Reclamando tolerancia o respeto para esa infamia. Pero no es tan simple, concluyo cuando me sereno. Incluso aunque digan actuar con libertad, esas mujeres siguen siendo víctimas de un mundo cuyas reglas fueron impuestas por los hombres para garantizarse el control de su virginidad, su fertilidad y su fidelidad. Después de escucharnos decir lo libres de conducta que pueden y deben ser, esa muchacha o la señora del velo van a casa y se cruzan en la escalera con el imán de su mezquita, que vive en el quinto piso, o con el chivato hipócrita que a veces incluso luce una pasa en la frente -ese moratón de pegar cabezazos en el suelo al rezar, para que todos sepan lo buen musulmán que es uno-, que vive en el segundo. Y con ellos, y con el padre, el marido o el abuelo que están en casa, esas mujeres tienen que convivir cada día, y casarse, y criar familia, y ser respetadas por una comunidad donde la religión suele estar por encima de las leyes civiles, o las inspira.
Una sociedad endogámica, especializada en marcar y marginar -cuando no encarcelar o ejecutar- a quienes discrepan o se rebelan; y cuyos más radicales clérigos, esos imanes fanáticos que recomiendan a sus fieles machacar a las mujeres para que no se desmanden, son tolerados y hasta amparados, de manera suicida, por una sociedad occidental demagoga, estúpida, desorientada, con el pretexto de unos derechos y libertades que ellos mismos niegan a sus feligreses. Todo eso, en vez de ponerlos en la frontera en el acto, si son extranjeros, o meterlos en la cárcel, si son de aquí, cada vez que humillan o amenazan a la mujer en una prédica.

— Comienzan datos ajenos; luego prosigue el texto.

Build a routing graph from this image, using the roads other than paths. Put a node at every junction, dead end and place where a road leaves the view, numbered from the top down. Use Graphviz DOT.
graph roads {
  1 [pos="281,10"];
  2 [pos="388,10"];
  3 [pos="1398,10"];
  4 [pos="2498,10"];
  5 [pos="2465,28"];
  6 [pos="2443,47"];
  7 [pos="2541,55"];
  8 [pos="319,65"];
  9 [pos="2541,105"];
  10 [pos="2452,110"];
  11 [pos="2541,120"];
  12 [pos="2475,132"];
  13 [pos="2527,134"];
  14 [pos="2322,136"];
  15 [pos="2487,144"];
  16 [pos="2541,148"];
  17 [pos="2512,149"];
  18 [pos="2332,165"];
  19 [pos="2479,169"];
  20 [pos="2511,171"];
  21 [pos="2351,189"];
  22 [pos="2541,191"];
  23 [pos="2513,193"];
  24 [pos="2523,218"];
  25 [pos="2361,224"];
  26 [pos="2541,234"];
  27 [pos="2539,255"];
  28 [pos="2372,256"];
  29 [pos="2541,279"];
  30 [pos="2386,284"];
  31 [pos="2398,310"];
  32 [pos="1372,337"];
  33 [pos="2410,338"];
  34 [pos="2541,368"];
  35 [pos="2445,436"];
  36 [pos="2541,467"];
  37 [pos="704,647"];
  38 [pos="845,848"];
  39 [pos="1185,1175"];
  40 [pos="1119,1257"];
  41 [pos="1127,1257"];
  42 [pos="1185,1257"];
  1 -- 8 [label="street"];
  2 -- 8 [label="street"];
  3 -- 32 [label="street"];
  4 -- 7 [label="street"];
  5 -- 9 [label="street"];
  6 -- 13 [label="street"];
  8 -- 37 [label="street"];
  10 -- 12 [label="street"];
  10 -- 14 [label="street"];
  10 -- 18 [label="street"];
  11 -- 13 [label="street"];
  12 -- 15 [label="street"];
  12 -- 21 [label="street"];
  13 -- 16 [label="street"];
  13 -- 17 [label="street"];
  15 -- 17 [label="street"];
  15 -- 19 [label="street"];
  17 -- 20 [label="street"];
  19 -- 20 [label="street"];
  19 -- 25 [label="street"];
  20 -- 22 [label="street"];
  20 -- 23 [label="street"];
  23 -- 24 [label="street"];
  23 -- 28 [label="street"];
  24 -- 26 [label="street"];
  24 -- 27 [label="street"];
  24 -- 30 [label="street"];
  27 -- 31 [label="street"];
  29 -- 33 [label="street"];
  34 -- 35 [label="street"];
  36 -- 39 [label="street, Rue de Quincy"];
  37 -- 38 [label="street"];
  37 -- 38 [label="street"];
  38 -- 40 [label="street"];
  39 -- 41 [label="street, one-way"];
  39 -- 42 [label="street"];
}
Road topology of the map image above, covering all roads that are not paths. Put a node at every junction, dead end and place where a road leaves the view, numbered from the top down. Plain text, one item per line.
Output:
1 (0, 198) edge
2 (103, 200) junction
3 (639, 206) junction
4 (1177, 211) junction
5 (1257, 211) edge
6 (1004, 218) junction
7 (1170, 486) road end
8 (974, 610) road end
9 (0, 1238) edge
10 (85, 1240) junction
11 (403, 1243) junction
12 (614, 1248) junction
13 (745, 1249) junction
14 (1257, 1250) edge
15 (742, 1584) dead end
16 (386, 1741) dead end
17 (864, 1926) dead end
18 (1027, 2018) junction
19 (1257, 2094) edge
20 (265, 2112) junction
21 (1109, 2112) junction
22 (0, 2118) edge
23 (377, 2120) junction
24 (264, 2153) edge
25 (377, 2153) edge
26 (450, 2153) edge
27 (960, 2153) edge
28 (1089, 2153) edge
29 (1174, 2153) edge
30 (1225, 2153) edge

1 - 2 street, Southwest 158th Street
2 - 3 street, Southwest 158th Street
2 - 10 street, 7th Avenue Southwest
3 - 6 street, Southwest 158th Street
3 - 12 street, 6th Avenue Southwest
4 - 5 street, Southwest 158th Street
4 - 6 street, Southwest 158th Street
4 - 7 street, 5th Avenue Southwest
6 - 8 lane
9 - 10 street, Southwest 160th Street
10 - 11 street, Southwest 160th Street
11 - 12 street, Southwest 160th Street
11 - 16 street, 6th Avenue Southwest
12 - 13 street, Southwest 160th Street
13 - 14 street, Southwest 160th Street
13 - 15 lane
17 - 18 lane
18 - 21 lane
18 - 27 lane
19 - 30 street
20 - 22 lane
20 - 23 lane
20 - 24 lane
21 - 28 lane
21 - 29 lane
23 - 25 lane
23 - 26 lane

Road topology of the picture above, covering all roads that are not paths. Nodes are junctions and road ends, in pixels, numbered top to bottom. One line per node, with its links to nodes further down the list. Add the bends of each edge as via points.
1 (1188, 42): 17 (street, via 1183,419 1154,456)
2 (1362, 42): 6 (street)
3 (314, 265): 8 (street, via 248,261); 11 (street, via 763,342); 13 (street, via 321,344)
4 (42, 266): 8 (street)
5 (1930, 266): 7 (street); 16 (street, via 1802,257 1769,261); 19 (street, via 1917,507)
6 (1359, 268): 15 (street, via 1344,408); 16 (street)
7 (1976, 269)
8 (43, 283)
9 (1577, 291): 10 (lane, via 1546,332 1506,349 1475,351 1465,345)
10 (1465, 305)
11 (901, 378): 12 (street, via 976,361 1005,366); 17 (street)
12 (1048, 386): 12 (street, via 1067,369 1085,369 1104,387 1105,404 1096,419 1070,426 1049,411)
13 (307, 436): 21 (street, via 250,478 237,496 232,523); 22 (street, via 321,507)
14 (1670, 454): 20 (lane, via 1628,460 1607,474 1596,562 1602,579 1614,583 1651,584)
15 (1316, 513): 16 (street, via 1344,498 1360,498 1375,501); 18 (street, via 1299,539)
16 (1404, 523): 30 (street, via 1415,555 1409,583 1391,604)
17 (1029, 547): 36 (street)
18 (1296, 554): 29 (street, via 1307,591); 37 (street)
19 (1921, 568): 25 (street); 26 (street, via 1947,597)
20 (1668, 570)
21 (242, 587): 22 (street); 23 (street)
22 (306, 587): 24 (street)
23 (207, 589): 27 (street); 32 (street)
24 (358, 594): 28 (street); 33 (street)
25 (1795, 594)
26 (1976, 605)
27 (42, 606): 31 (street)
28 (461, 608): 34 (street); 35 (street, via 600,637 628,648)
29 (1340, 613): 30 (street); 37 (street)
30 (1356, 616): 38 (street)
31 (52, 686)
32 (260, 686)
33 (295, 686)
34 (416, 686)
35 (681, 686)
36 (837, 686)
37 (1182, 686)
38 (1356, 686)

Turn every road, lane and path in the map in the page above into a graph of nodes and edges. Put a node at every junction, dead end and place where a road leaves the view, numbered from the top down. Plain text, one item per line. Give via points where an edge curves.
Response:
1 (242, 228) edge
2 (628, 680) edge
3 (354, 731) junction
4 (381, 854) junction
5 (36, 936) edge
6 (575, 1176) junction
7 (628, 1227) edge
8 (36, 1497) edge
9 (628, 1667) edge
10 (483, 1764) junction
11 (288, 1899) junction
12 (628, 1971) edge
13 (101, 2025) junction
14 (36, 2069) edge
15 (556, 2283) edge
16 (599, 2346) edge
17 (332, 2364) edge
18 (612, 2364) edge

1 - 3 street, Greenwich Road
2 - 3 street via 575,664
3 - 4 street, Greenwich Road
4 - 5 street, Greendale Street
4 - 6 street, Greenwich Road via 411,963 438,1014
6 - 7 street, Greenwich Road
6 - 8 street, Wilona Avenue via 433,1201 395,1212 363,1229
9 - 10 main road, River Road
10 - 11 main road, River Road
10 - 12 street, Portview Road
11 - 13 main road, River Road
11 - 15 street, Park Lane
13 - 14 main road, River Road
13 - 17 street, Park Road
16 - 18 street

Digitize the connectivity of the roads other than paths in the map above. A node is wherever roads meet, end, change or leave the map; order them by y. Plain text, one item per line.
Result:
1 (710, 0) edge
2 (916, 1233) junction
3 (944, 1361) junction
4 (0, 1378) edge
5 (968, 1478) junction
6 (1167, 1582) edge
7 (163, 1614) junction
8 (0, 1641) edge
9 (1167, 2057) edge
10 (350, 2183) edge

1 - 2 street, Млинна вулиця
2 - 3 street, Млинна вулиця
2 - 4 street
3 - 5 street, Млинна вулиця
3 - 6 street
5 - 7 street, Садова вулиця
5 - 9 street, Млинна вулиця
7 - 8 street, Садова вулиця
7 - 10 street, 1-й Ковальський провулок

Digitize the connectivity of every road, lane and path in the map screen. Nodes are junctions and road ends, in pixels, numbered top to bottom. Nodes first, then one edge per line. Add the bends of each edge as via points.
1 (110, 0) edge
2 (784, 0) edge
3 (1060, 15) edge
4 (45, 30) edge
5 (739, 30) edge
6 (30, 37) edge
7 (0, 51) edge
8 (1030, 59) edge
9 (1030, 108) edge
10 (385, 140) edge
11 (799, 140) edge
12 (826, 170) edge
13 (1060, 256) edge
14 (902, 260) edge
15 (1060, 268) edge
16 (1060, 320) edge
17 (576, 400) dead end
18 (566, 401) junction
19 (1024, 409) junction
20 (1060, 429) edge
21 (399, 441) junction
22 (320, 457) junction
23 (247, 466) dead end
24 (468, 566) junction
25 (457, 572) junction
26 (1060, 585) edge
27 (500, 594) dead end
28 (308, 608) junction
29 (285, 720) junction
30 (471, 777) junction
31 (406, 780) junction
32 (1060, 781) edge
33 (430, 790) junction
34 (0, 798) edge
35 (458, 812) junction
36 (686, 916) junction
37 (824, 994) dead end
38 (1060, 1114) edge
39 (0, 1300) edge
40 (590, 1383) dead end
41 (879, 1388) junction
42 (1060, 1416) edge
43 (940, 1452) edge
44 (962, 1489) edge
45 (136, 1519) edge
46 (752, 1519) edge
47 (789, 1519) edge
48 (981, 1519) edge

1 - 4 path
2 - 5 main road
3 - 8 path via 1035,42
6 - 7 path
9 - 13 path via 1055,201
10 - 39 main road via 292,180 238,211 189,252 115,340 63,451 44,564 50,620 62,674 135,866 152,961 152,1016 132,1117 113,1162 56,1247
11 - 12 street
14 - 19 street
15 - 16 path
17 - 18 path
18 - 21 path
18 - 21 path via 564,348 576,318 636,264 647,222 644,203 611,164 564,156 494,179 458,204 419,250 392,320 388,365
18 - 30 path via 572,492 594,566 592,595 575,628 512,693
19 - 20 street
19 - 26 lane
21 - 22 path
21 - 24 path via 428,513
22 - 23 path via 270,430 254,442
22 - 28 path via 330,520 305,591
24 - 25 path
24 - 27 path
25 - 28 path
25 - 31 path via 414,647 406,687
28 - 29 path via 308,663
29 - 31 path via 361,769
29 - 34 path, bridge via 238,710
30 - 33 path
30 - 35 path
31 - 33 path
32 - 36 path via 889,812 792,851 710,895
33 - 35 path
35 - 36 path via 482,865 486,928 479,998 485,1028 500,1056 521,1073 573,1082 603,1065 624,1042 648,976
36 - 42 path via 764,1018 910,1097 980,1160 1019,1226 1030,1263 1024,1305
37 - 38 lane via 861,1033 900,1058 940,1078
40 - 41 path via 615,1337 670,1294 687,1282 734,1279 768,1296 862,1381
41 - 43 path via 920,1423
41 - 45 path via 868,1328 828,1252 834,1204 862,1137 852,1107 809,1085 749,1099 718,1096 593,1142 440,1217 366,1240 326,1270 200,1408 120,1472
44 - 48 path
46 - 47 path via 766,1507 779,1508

Una sociedad, la nuestra, incapaz de plantearse el verdadero nudo del problema: si una niña que durante catorce años fue a un colegio normal, entre chicos y chicas, resuelve de pronto ponerse un pañuelo en la cabeza, es que algo con ella estuvo mal hecho. Que alguna cosa no funciona en el método; falto de una firmeza, una claridad de ideas y una persuasión que no tenemos. En todo caso, si a menudo es la mujer la que elige ser hembra sumisa en vez de sargento de marines, y con su pasividad o complicidad educa a los hijos en esclavitudes idénticas a las que ella sufrió, tampoco es justo que el Islam se lleve todas las bofetadas. En materia de esclavitudes, sumisión y transmisión de costumbres a hijas y nietas, igual de infame es el espectáculo de esas españolísimas marujas presuntamente modernas, libres y respetables, que babean en programas de televisión aplaudiendo y diciendo te queremos y envidiamos, guapa, bonita, a fulanas que encarnan lo que, en el fondo y a menudo en la forma, a ellas les habría gustado ser, y desean para sus propias hijas: analfabetas sin otra aspiración en la vida que convertirse en putizorra de plató televisivo. Y esos aplausos y admiración -hasta autógrafos les piden, las tontas de la pepitilla- me parecen tan indignos y envilecedores para las mujeres, tan turbios y reaccionarios, como un burka que las cubra de la cabeza a los pies.